Endocrine Abstracts (2001) 2 P27


ST Wahid1, G Handley2, BO Saeed2, JU Weaver1 & ACJ Robinson1

1Department of Endocrinology, Queen Elizabeth Hospital, Gateshead, UK; 2Department of Biochemistry, Queen Elizabeth Hospital, Gateshead, UK.

We conducted a retrospective notes analysis to determine the incidence, prevalence and predictive factors of idiopathic postprandial hypoglycaemia (IPH) in a population of 230 000 served by our Hospital.

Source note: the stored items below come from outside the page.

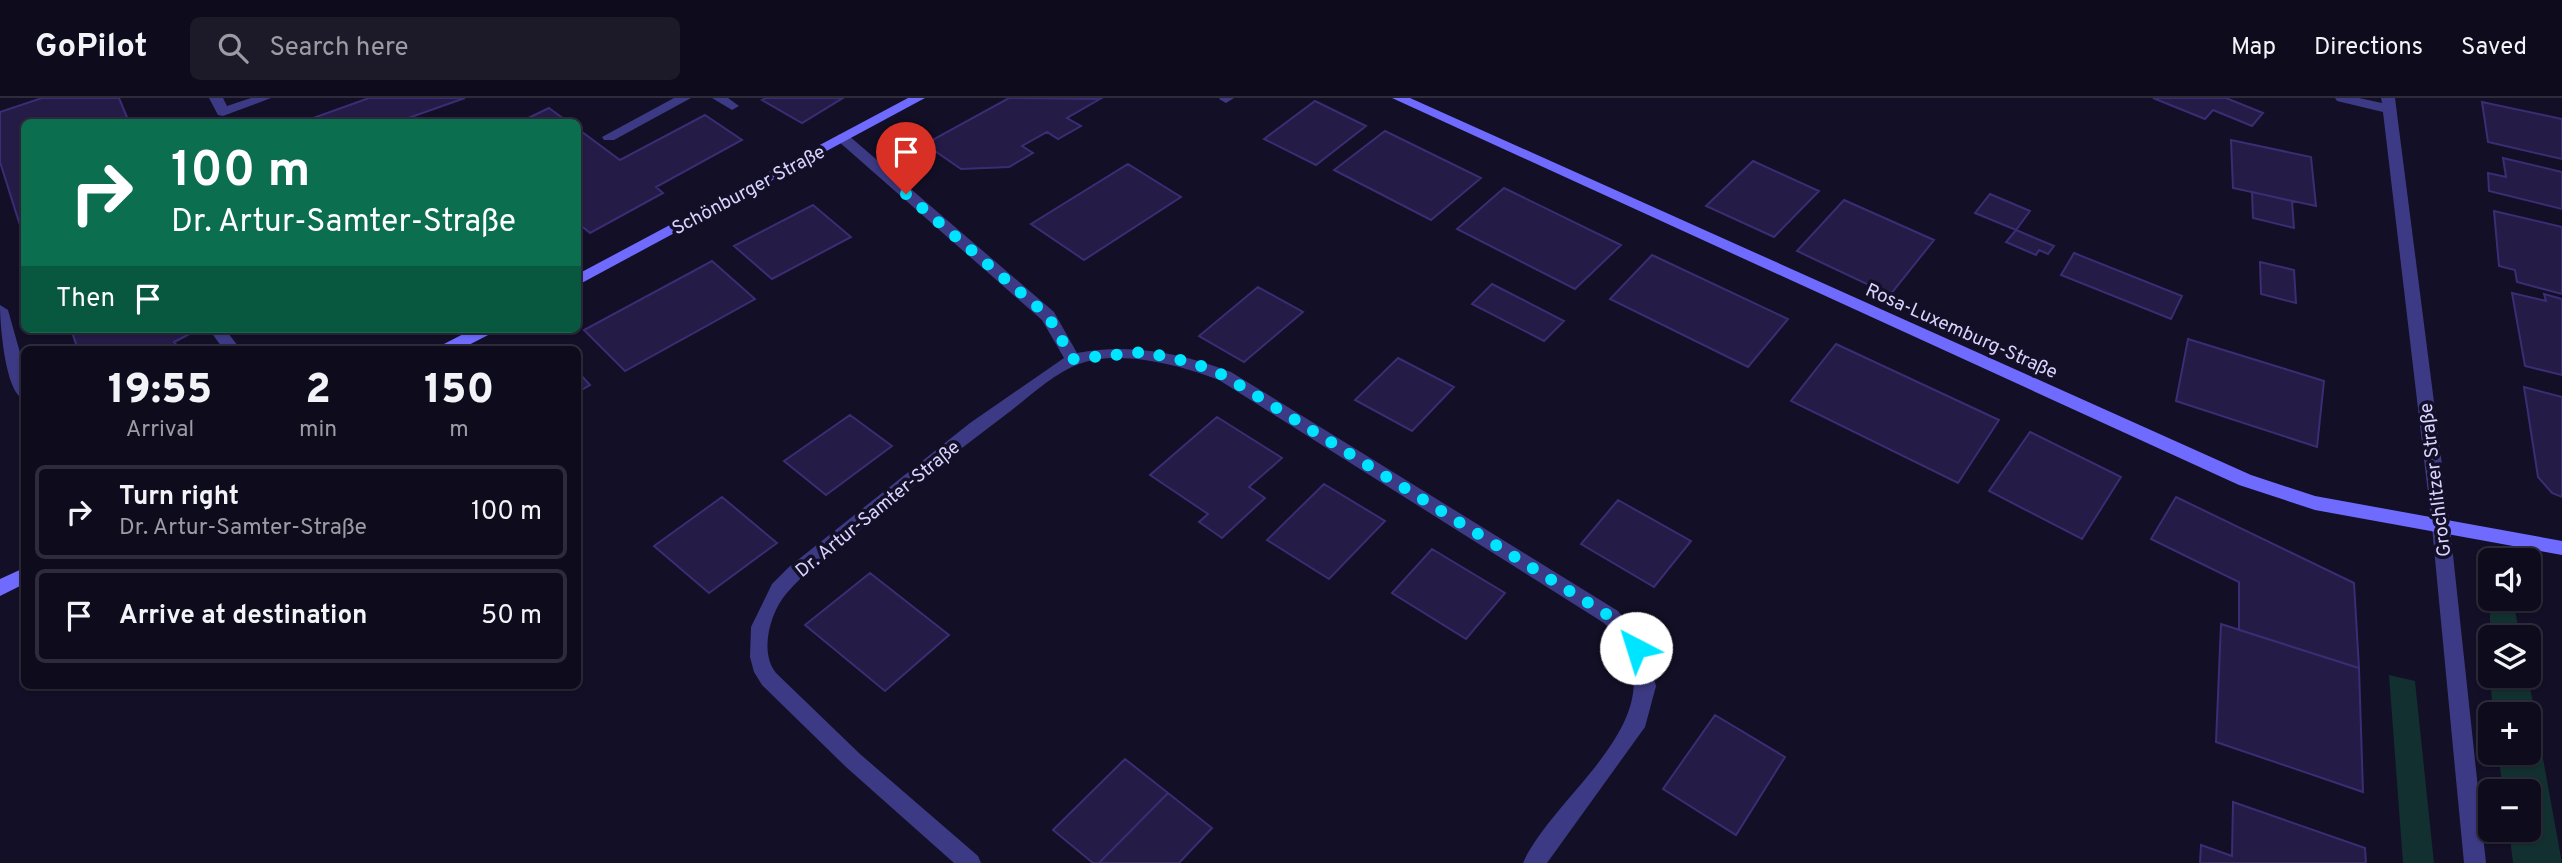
<!DOCTYPE html>
<html lang="en">
<head>
<meta charset="utf-8">
<style>
  body { margin:0; font-family:Overpass,sans-serif; background:#1c1929; color:#f1f3f6; height:100vh; display:flex; flex-direction:column; font-size:26px; white-space:nowrap }
  * { box-sizing:border-box; margin:0 }
  p { font-size:23px; color:#9b9ba3 }
  .icon { flex:none; width:38px; height:38px; fill:none; stroke:currentColor; stroke-width:2; stroke-linecap:round; stroke-linejoin:round }
  .map { position:relative; flex:1; overflow:hidden }
  .drawer { position:absolute; left:21px; top:248px; width:560px; height:343px; display:flex; flex-direction:column; background:#0e0b1c; border-radius:10px; box-shadow:0 2px 5px #0004,0 0 0 2px #2e2b3b }
  .drawer>* { flex:none }
  .guide { position:absolute; left:21px; top:21px; width:560px; height:214px; border-radius:10px; box-shadow:0 2px 5px #0004,0 0 0 2px #2e2b3b; background:#0b6e4f; color:#fff; overflow:hidden }
  .tools { position:absolute; left:2478px; top:450px; display:grid; gap:14px }
  .tools a { display:grid; place-items:center; width:63px; height:63px; border-radius:10px; background:#0e0b1c; box-shadow:0 2px 5px #0004,0 0 0 2px #2e2b3b; font-size:35px }
  .pin { position:absolute; display:grid; place-items:center; width:60px; height:60px; color:#fff; margin:-72px -30px; border-radius:50% 50% 50% 0; rotate:-45deg; box-shadow:0 0 7px #0007 }
  .pin .icon { rotate:45deg }
  .me { position:absolute; width:77px; margin:-38px; rotate:320deg; stroke-linejoin:round; filter:drop-shadow(0 0 5px #0008) }
  .turn { display:flex; align-items:center; gap:24px; height:147px; padding:0 35px; font-size:32px }
  .turn .icon { width:91px; height:91px; stroke-width:2.5 }
  .turn b { display:block; font-size:49px; line-height:60px }
  .then { display:flex; align-items:center; height:66px; padding:0 35px; background:#0003; gap:14px; font-size:26px }
  .eta { display:flex; justify-content:space-evenly; align-items:center; height:119px; text-align:center }
  .eta b { font-size:42px; font-weight:800; line-height:49px }
  ul { padding:0; list-style:none }
  li { display:flex; align-items:center; gap:21px; height:94px; margin:0 14px 10px; padding:0 21px; border:4px solid #2e2b3b; border-radius:10px }
  li div { flex:1 }
  li b { display:block; font-size:26px }
  li em { font-style:normal }
  header { display:flex; align-items:center; gap:42px; box-sizing:border-box; height:98px; padding:0 35px; background:#0e0b1c; border-bottom:2px solid #2e2b3b }
  header strong { font-size:33px }
  nav { display:flex; gap:38px; margin-inline-start:auto; font-size:24px }
  .search { width:490px; height:63px; background:#1c1929; display:flex; align-items:center; gap:18px; box-sizing:border-box; padding:0 24px; border-radius:10px; color:#9b9ba3; font-size:26px }
  .map>svg:first-child { display:block }
  .green { fill:#12302f }
  .building { fill:#241b47; stroke:#3b2d73; stroke-width:2 }
  .lines { fill:none; stroke-linecap:round; stroke-linejoin:round }
  .service { fill:#3d3a85; fill-rule:evenodd }
  .minor { fill:#3d3a85; fill-rule:evenodd }
  .secondary { fill:#6f6bff; fill-rule:evenodd }
  .route { stroke:#00e5ff; stroke-width:12; stroke-dasharray:0 21.6 }
  .labels { text-anchor:middle; stroke-width:7; stroke-linejoin:round; paint-order:stroke }
  .street-label { font-size:19px; fill:#d9d4ff; stroke:#130f26 }
</style>
</head>
<body>
<header>
<strong>GoPilot</strong>
<div class="search"><svg class="icon" aria-label="search" viewBox="0 0 24 24"><circle cx="10" cy="10" r="6"/><path d="M15 15l6 6"/></svg>Search here</div>
<nav><a>Map</a><a>Directions</a><a>Saved</a></nav>
</header>
<div class="map">
<svg width="2562" height="765" viewBox="0 0 2562 765">
  <rect width="100%" height="100%" fill="#130f26"/>
  <path class="green" d="M2490,505L2515,512L2520,539H2490Z
    M2389,577L2415,583L2434,765H2403Z
    M2490,578H2528L2562,765H2513L2509,732H2529V693H2503L2498,655L2529,654V616H2493Z"/>
  <path class="building" d="M42,0H119L129,24H24V140L0,64V14Z
    M369,0H465L397,24L305,23Z
    M766,0H843L802,25L762,2Z
    M1009,0L1100,1L1067,20L1081,28L1058,41L1047,34L1022,48L1033,55L1009,69L961,71L925,46Z
    M2153,0H2226L2263,15L2252,28L2213,12L2205,21Z
    M1315,3L1366,28L1316,67L1264,41Z
    M2482,4L2562,21V61L2488,44Z
    M549,10L568,24H520Z
    M705,17L742,42L656,89L663,95L590,135L578,125V31L620,62Z
    M1385,33L1481,80L1431,122L1334,72Z
    M2231,42L2311,59L2316,108L2233,90Z
    M2503,60L2562,74V111L2489,93L2488,75L2506,79Z
    M1753,63L1819,93L1774,139L1706,108Z
    M1128,66L1181,99L1084,162L1031,126Z
    M1504,90L1621,147L1575,191L1457,131Z
    M2252,94L2292,103L2294,130L2253,120Z
    M1990,96L2030,113L2016,132L1975,115Z
    M1844,102L1934,142L1890,197L1797,153Z
    M813,107L851,139L772,181L734,148Z
    M2494,113L2562,129V196L2517,184L2515,172L2499,168Z
    M2016,132L2054,148L2048,156L2039,152L2036,157L2006,144Z
    M2074,155L2182,198L2171,221L2061,177Z
    M1652,157L1788,221L1748,269L1610,201Z
    M712,163L755,201L625,273L584,232Z
    M2260,164L2294,172L2296,205L2261,196Z
    M1492,186L1564,223L1544,243L1472,206Z
    M1258,189L1303,214L1244,264L1199,238Z
    M2512,195L2546,203L2544,196L2562,201V277L2525,268Z
    M71,231H199L174,244L181,252H78Z
    M2188,241L2324,283L2317,349L2176,303Z
    M1836,246L1999,322L1958,385L1791,303Z
    M1398,260L1454,289L1412,333L1355,302Z
    M578,274L590,287L578,294Z
    M2524,289L2562,299V399L2552,395L2538,379Z
    M850,317L892,348L826,397L784,363Z
    M1217,319L1282,360L1249,389L1265,400L1222,440L1199,424L1208,416L1150,377Z
    M2030,334L2121,379L2082,441L1989,393Z
    M1324,386L1385,423L1329,481L1267,442Z
    M722,399L777,445L709,495L654,448Z
    M2176,399L2354,485L2359,570L2239,532V484L2151,441Z
    M1618,402L1691,443L1654,489L1581,446Z
    M1432,451L1505,495L1466,541L1392,495Z
    M870,475L949,537L885,593L805,527Z
    M2221,526L2359,570L2363,694L2216,644Z
    M1715,617L1785,659L1736,737L1663,691Z
    M1125,661L1168,695L1099,765H1093L1053,732Z
    M1168,695L1212,730L1179,765H1099Z
    M2233,704L2365,750L2366,765H2200L2201,747L2232,758Z"/>
  <g class="lines">
    <path class="service" d="M209,0H223L227,8L251,0H271L223,18L218,17Z
      M674,0H691L614,42H604L602,39Z
      M712,0H728L739,8L732,12Z
      M1234,0L1226,5L1219,1L1220,0Z
      M0,207L8,212L24,269V301C5,295 0,225 0,207Z
      M213,231H225L241,252H224L211,234Z"/>
    <path class="minor" d="M2335,0H2359L2382,5L2381,0H2395L2450,429L2486,765H2464L2432,429L2383,14L2337,3Z
      M843,36L848,37L1054,214L1077,255C1131,245 1180,255 1231,274L1618,513L1643,544L1656,588L1645,629L1547,765H1523C1551,701 1662,631 1627,554C1623,544 1612,534 1604,525L1219,282C1180,267 1120,251 1079,266C1052,276 1027,301 1004,318C955,355 906,393 858,433C834,452 806,472 786,496C770,515 759,554 776,575L860,656L978,758L981,765H954L846,669L762,587L754,574L750,559L751,529L772,486L789,469L970,325L1064,260L1042,222L838,43V37Z"/>
    <path class="secondary" d="M908,0H925L578,187V176Z
      M1392,0H1410L2251,377L2315,398L2562,443V457L2315,412L2239,387Z
      M473,231H494L492,235L459,252H438L440,248Z
      M24,470V486L0,498V481Z"/>
  </g>
  <g class="lines">
    <path class="route" d="M906,96L1048,218L1073,261L1144,254L1194,265L1225,278L1611,519L1636,550"/>
  </g>
  <g class="labels">
    <g class="street-label">
      <text transform="translate(748 91) rotate(-28)" y="7">Schönburger Straße</text>
      <text transform="translate(1962 232) rotate(24)" y="7">Rosa-Luxemburg-Straße</text>
      <text transform="translate(2434 382) rotate(-97)" y="7">Grochlitzer Straße</text>
      <text transform="translate(877 410) rotate(-39)" y="7">Dr. Artur-Samter-Straße</text>
    </g>
  </g>
</svg>
<div class="tools">
<a><svg class="icon" aria-label="sound" viewBox="0 0 24 24"><path d="M4 9h4l5-4v14l-5-4H4zM17 9q2 3 0 6"/></svg></a>
<a><svg class="icon" aria-label="layers" viewBox="0 0 24 24"><path d="M12 4l9 5-9 5-9-5zM3 14l9 5 9-5"/></svg></a>
<a>+</a>
<a>−</a>
</div>
<div class="pin" style="left:906px;top:96px;background:#d93025"><svg class="icon" aria-label="arrive" viewBox="0 0 24 24"><path d="M6 21V4h12l-3 4 3 4H6"/></svg></div>
<svg class="me" style="left:1636px;top:550px" viewBox="-20 -20 40 40"><circle r="19" fill="#fff"/><path d="M0-13L10 11 0 6-10 11z" fill="#00e5ff"/></svg>
<div class="guide">
<div class="turn"><svg class="icon" aria-label="right" viewBox="0 0 24 24"><path d="M7 20v-9h11M14 6l5 5-5 5"/></svg><div><b>100 m</b>Dr. Artur-Samter-Straße</div></div>
<div class="then">Then<svg class="icon" aria-label="arrive" viewBox="0 0 24 24"><path d="M6 21V4h12l-3 4 3 4H6"/></svg></div>
</div>
<section class="drawer">
<div class="eta">
<div><b>19:55</b><p>Arrival</p></div>
<div><b>2</b><p>min</p></div>
<div><b>150</b><p>m</p></div>
</div>
<ul>
<li><svg class="icon" aria-label="right" viewBox="0 0 24 24"><path d="M7 20v-9h11M14 6l5 5-5 5"/></svg><div><b>Turn right</b><p>Dr. Artur-Samter-Straße</p></div><em>100 m</em></li>
<li><svg class="icon" aria-label="arrive" viewBox="0 0 24 24"><path d="M6 21V4h12l-3 4 3 4H6"/></svg><div><b>Arrive at destination</b></div><em>50 m</em></li>
</ul>
</section>
</div>
</body>
</html>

Using the Biochemistry Database all patients who had a 5-hour oral glucose tolerance test (OGTT) from 1995 to 2001 were identified, and their notes were reviewed. Demographic, clinical and biochemical data were recorded for each patient. The latter included 0 min plasma glucose (G0), nadir glucose (Gn), 300 min glucose (G300), the time that Gn occurred (GnT) and if applicable the plasma insulin. IPH was diagnosed by the presence of symptoms and a Gn less than or equal to 2.8 mmol/L, as defined by the Third International Symposium on Hypoglycaemia.

72 patients had a 5-hour OGTT, and IPH was diagnosed in 42 (58%) patients. The annual incidence and prevalence of IPH in our population is 3 and 18 per 100 000 people, respectively. There were no significant differences in <mean plus/minus SD [range]> G0 (4.8 plus/minus 0.9 [3.2-6.5] vs 4.8 plus/minus 0.7 [3.8-6.0] mmol/L) or G300 (5.4 plus/minus 1.0 [3.5-7.6] vs 5.8 plus/minus 0.7 [4.9-7.6] mmol/L) between IPH patients and those without IPH. Patients with IPH had a significantly lower Gn (2.1 plus/minus 0.5 [0.5-2.8] vs 4.9 plus/minus 0.8 [2.9-6.1] mmol/L) and a later GnT (219 plus/minus 24 [180-270] vs 176 plus/minus 36 [120-240] mins) compared to patients without IPH. The plasma insulin in IPH patients was 15.9 plus/minus 2.2 [11.9-23.4] (normal: 1.6-10.9 mU/L). Using multiple logistic regression significant predictors of IPH were a previously low recorded glucose (<odds ratio [95% CI]> 5.6 [1.4-23.0], p=0.018), female gender (4.0 [2.3-19.0], p=0.02) and symptoms relieved by food (4.4 [1.3-15.6], p=0.02).

Our data suggest that IPH is a condition that is often encountered in Endocrine practice, and that female patients who have had a previously low recorded glucose and whose symptoms are relieved by eating are highly likely to have a positive 5-hour OGTT.